C'est en DC4, avion de la TAI (transports aériens intercontinentaux) que nous quittons Paris, en faisant escale à Casablanca (Maroc), à Bamako (Mali), pour Abidjan (Côte d'Ivoire). Voyage sonore et vibrant, pendant lequel j'ai dormi dans un "filet" sorte de petit hamac de voyage que l'on accroche dans les avions ou les trains.


A Abidjan, un collègue de F. de la maison Perinaud (petit propriétaire de comptoirs en AOF), nous amène à la gare et, avec une cantine et un petit bagage, nous prenons un vieux train à plate-forme arrière, aux fenêtres sans vitre, mais grillagées, et M-A, s'assoit sur une banquette de bois, à côté d'un Père Blanc (missionnaire français habillé de blanc).
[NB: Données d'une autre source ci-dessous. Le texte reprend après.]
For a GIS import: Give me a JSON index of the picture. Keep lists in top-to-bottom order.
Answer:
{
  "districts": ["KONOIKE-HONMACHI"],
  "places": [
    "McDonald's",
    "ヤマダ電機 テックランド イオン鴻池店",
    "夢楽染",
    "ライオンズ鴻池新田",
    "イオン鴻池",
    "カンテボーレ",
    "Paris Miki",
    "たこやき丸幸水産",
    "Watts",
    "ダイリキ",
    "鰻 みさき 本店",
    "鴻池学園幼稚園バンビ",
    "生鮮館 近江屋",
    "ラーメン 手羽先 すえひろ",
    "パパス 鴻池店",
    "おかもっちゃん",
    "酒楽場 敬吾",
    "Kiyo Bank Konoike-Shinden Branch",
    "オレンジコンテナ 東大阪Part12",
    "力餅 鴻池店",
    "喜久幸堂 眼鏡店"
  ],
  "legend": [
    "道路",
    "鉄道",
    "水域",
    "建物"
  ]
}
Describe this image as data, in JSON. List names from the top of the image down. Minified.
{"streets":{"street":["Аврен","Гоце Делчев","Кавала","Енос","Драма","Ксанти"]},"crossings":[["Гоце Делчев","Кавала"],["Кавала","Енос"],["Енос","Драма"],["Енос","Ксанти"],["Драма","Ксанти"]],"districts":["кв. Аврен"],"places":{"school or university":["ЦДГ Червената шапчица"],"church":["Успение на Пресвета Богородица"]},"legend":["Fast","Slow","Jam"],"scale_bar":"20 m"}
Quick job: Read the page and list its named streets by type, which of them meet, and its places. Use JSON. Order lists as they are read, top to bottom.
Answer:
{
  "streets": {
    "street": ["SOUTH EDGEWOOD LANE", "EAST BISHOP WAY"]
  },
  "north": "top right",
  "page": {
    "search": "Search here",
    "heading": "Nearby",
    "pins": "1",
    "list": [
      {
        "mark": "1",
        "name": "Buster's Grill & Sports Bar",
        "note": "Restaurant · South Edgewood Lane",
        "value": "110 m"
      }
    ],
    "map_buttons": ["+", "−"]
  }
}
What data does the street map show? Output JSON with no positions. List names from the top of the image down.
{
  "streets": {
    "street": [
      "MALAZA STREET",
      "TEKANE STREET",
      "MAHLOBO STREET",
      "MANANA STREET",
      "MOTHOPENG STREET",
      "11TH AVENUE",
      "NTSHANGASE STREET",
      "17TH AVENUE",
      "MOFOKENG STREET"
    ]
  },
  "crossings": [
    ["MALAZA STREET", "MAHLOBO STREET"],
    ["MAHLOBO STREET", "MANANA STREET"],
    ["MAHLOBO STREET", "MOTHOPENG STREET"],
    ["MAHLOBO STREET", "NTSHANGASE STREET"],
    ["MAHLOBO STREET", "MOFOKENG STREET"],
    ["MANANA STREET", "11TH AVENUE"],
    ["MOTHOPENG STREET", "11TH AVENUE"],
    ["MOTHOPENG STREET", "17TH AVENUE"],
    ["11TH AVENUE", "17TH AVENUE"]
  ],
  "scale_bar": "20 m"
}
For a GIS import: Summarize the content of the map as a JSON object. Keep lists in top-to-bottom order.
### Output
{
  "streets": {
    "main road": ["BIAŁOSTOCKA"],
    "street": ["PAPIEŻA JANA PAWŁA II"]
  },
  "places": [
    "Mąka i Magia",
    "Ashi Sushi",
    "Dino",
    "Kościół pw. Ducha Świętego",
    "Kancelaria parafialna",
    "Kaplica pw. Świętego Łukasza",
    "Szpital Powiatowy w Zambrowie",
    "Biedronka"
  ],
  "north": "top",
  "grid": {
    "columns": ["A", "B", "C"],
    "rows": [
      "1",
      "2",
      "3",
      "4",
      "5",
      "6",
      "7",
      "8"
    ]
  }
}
La nuit tombe rapidement et dans le noir complet, elle apprend qu'il y a eu un déraillement sur la voie, que le train n'ira pas plus loin qu'Agboville et se souvenant que, dans cette ville, il s'y trouve une boutique de la maison Perinaud, elle descend avec la cantine, son bagage et moi à Agboville; nous passons la nuit dans la "chambre de passage" pour reprendre le lendemain, cette fois-ci une micheline.

Une demi-heure après le départ, le train s'arrête: le contrôleur est tombé par la portière... marche arrière pour retrouver le contrôleur bien sonné et de nouveau, marche arrière jusqu'à Agboville. Le contrôleur est amené à l'hôpital; la micheline repart, la nuit tombe et le voyage touche à sa fin; à 5 km de Dimbokro, un choc, le train stoppe: il a écrasé un buffle. Pour s'en dégager, le train avance, recule et avance pour enfin, libéré de son obstacle, repartir et arriver à destination.


J'ai six mois et cela fait six mois, que mes parents ne se sont vus... le voyage, pour les retrouvailles, a duré trois jours. Le lendemain, Papa, Maman et moi prenons la route avec le "pick-up" pour Daloa où nous résiderons trois mois.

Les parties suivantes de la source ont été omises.